MATERIAL FOR THIS TASK ::

◆ ◆ ◆

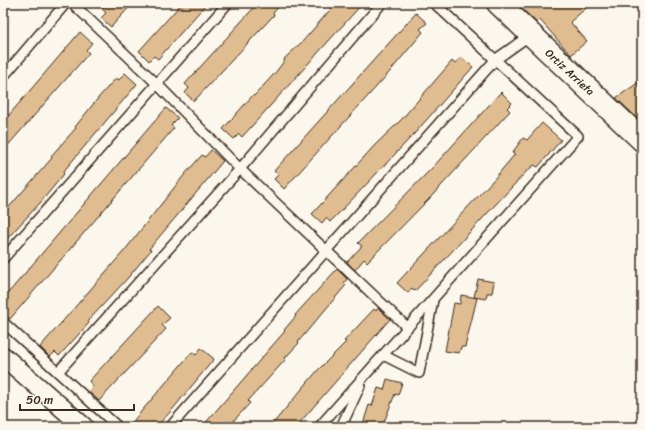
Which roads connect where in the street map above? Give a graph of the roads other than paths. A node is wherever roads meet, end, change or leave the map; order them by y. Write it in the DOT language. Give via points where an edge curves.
graph roads {
  1 [pos="66,3"];
  2 [pos="72,3"];
  3 [pos="228,3"];
  4 [pos="382,3"];
  5 [pos="434,3"];
  6 [pos="498,3"];
  7 [pos="530,36"];
  8 [pos="495,60"];
  9 [pos="3,77"];
  10 [pos="157,84"];
  11 [pos="640,135"];
  12 [pos="240,169"];
  13 [pos="325,250"];
  14 [pos="3,259"];
  15 [pos="433,300"];
  16 [pos="3,322"];
  17 [pos="407,327"];
  18 [pos="383,355"];
  19 [pos="3,356"];
  20 [pos="58,372"];
  21 [pos="363,377"];
  22 [pos="84,427"];
  23 [pos="118,427"];
  24 [pos="170,427"];
  25 [pos="319,427"];
  26 [pos="341,427"];
  1 -- 9 [label="lane"];
  2 -- 10 [label="lane"];
  3 -- 10 [label="lane"];
  4 -- 12 [label="lane"];
  5 -- 8 [label="lane"];
  6 -- 7 [label="street, Ortiz Arrieta"];
  7 -- 8 [label="lane"];
  7 -- 11 [label="street, Ortiz Arrieta"];
  8 -- 13 [label="lane"];
  8 -- 15 [label="lane" via="578,136"];
  10 -- 12 [label="lane"];
  10 -- 14 [label="lane"];
  12 -- 13 [label="lane"];
  12 -- 20 [label="lane"];
  13 -- 17 [label="lane"];
  13 -- 24 [label="lane"];
  15 -- 17 [label="lane"];
  15 -- 18 [label="lane" via="419,373"];
  16 -- 20 [label="lane"];
  17 -- 18 [label="lane"];
  18 -- 21 [label="lane"];
  19 -- 22 [label="street"];
  20 -- 23 [label="lane"];
  21 -- 25 [label="lane"];
  21 -- 26 [label="lane"];
}
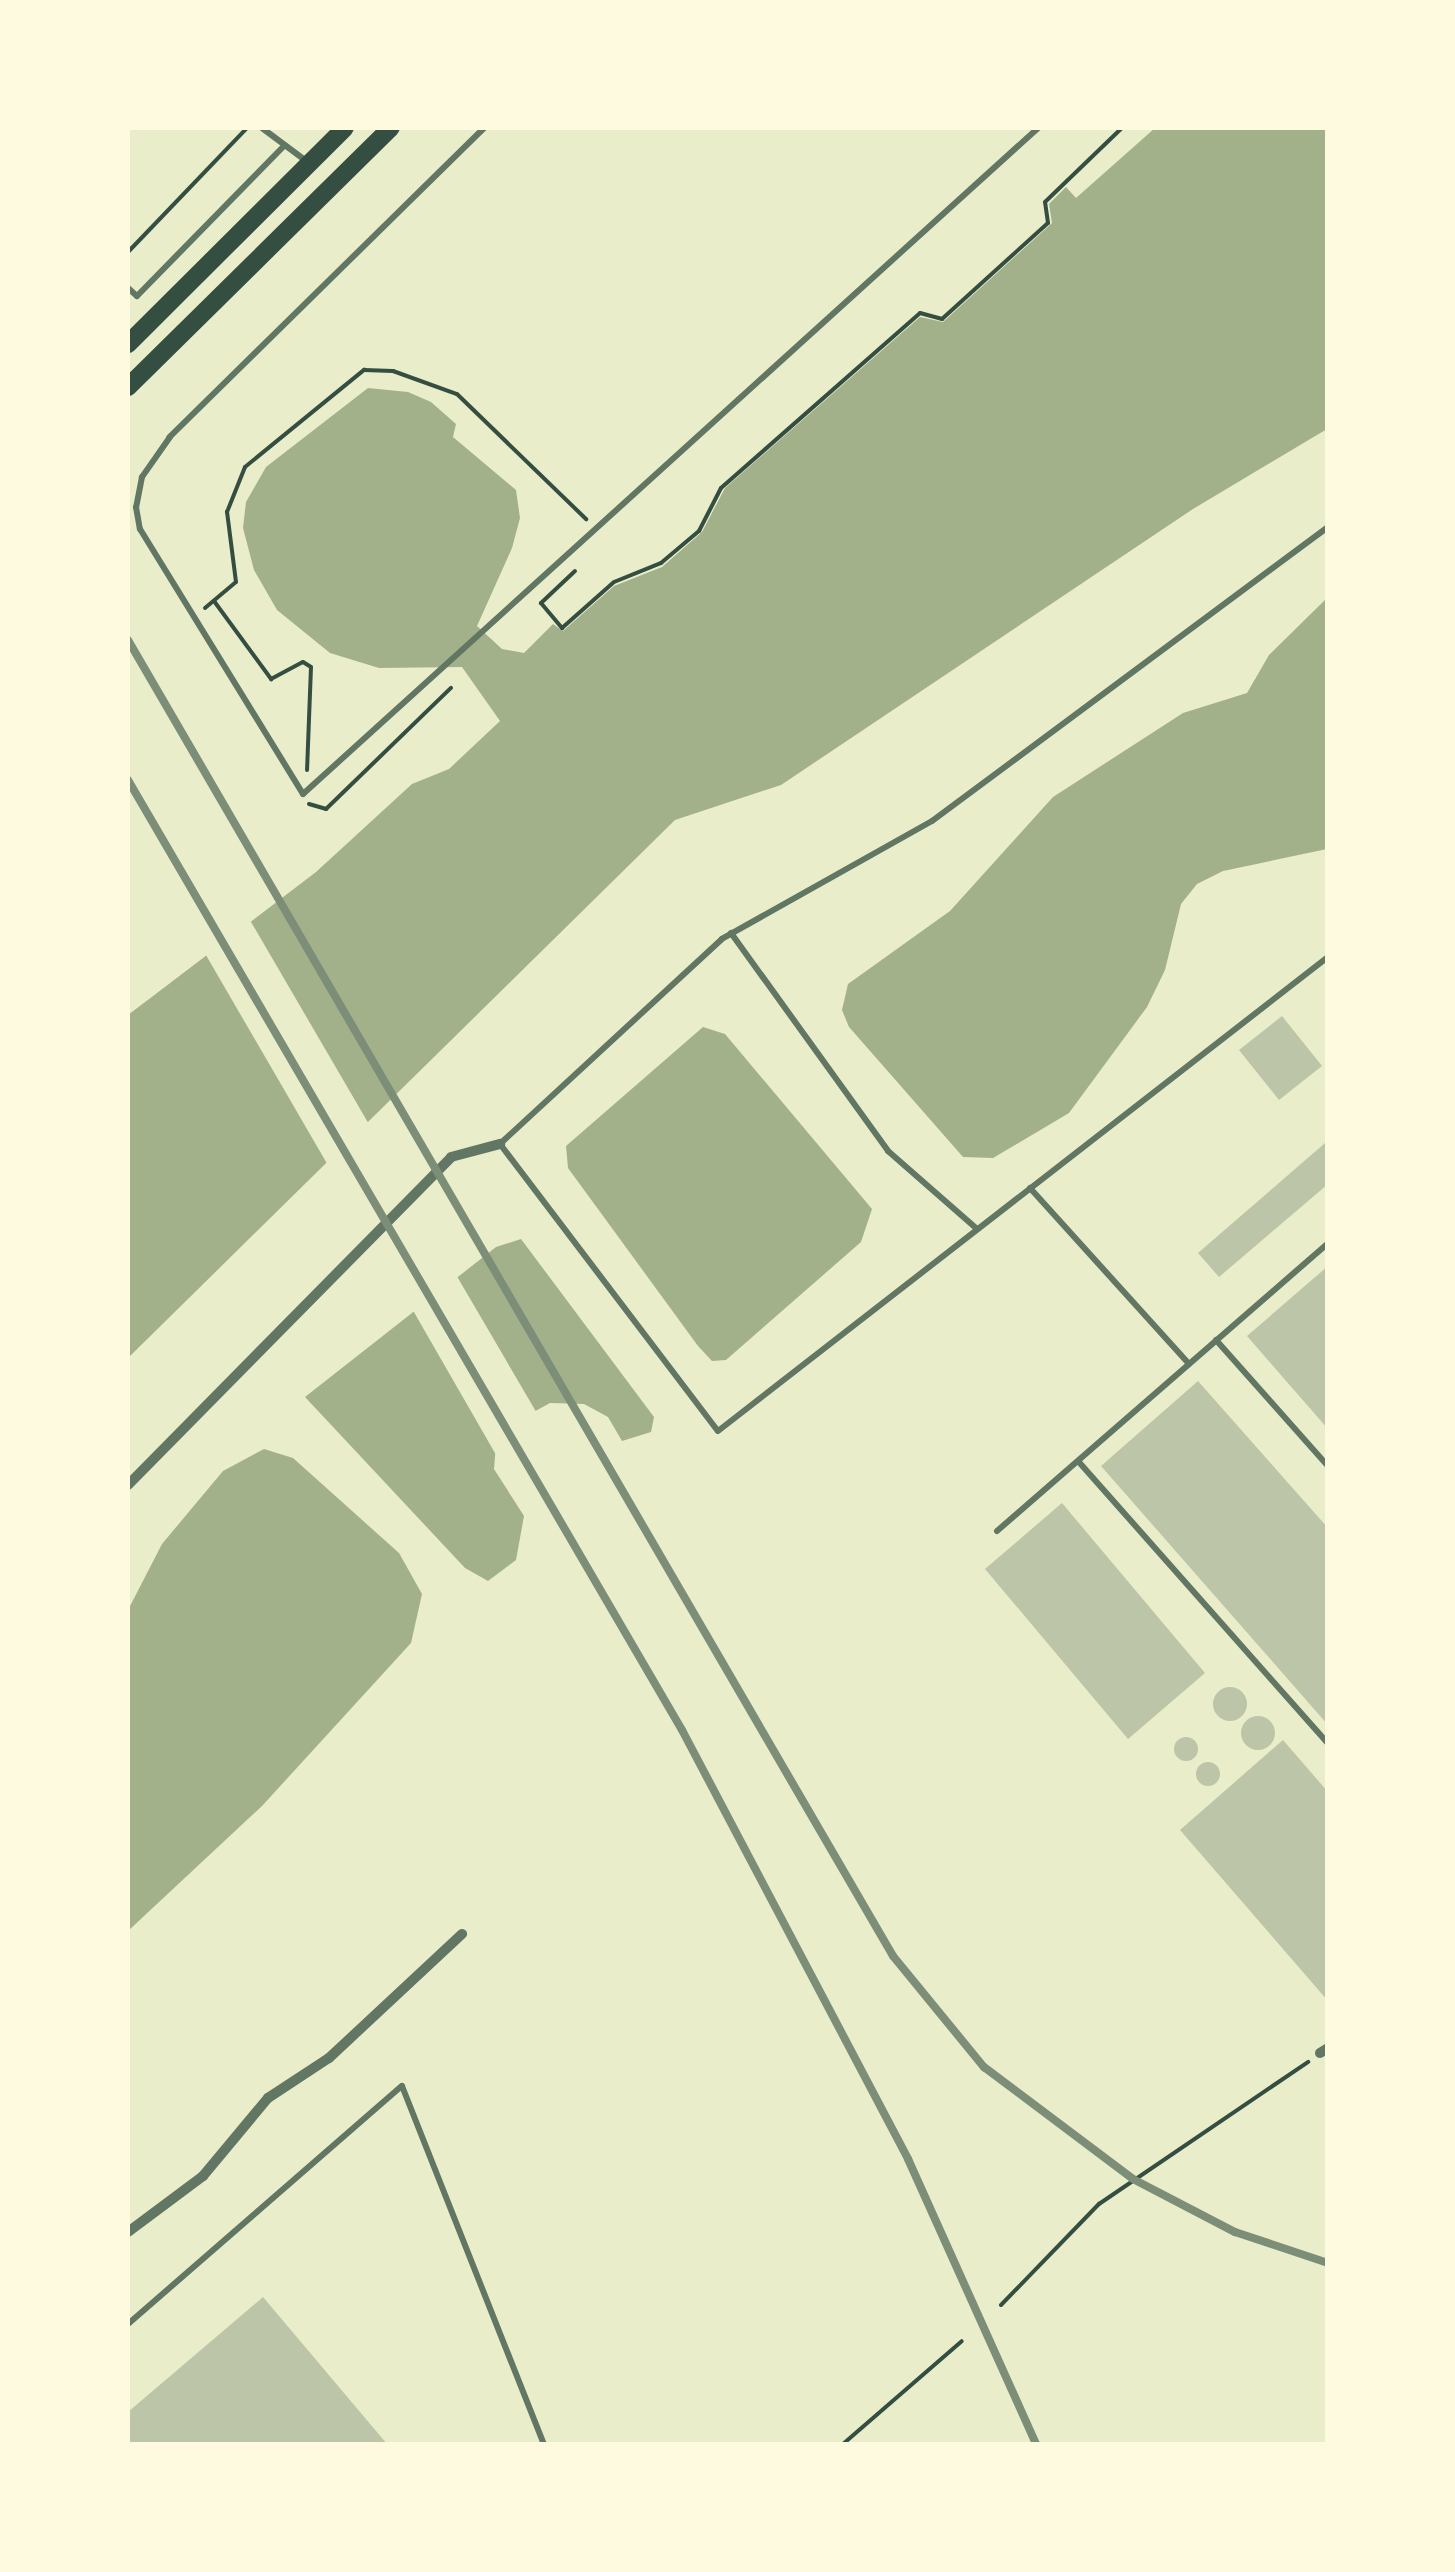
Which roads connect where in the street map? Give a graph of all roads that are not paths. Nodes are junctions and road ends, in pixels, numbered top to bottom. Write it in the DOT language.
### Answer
graph roads {
  1 [pos="262,128"];
  2 [pos="346,128"];
  3 [pos="392,128"];
  4 [pos="484,128"];
  5 [pos="1038,128"];
  6 [pos="285,145"];
  7 [pos="310,164"];
  8 [pos="128,288"];
  9 [pos="128,344"];
  10 [pos="128,387"];
  11 [pos="1328,527"];
  12 [pos="731,934"];
  13 [pos="1328,957"];
  14 [pos="500,1144"];
  15 [pos="1030,1188"];
  16 [pos="978,1229"];
  17 [pos="1328,1243"];
  18 [pos="1216,1340"];
  19 [pos="1189,1364"];
  20 [pos="1078,1462"];
  21 [pos="1328,1466"];
  22 [pos="128,1485"];
  23 [pos="997,1532"];
  24 [pos="1328,1744"];
  25 [pos="462,1934"];
  26 [pos="128,2232"];
  27 [pos="128,2324"];
  28 [pos="544,2444"];
  1 -- 6 [label="lane"];
  2 -- 7 [label="main road"];
  3 -- 10 [label="main road"];
  4 -- 5 [label="lane"];
  6 -- 7 [label="lane"];
  6 -- 8 [label="lane"];
  7 -- 9 [label="main road"];
  11 -- 12 [label="lane"];
  12 -- 14 [label="lane"];
  12 -- 16 [label="lane"];
  13 -- 15 [label="lane"];
  14 -- 16 [label="lane"];
  14 -- 22 [label="street"];
  15 -- 16 [label="lane"];
  15 -- 19 [label="lane"];
  17 -- 18 [label="lane"];
  18 -- 19 [label="lane"];
  18 -- 21 [label="lane"];
  19 -- 20 [label="lane"];
  20 -- 23 [label="lane"];
  20 -- 24 [label="lane"];
  25 -- 26 [label="street"];
  27 -- 28 [label="lane"];
}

◆ ◆ ◆

PROBLEM TO WORK ON :: Take every line above carrying "Give" and return it.

ANSWER FOR THE TASK ::
Which roads connect where in the street map above? Give a graph of the roads other than paths. A node is wherever roads meet, end, change or leave the map; order them by y. Write it in the DOT language. Give via points where an edge curves.
Which roads connect where in the street map? Give a graph of all roads that are not paths. Nodes are junctions and road ends, in pixels, numbered top to bottom. Write it in the DOT language.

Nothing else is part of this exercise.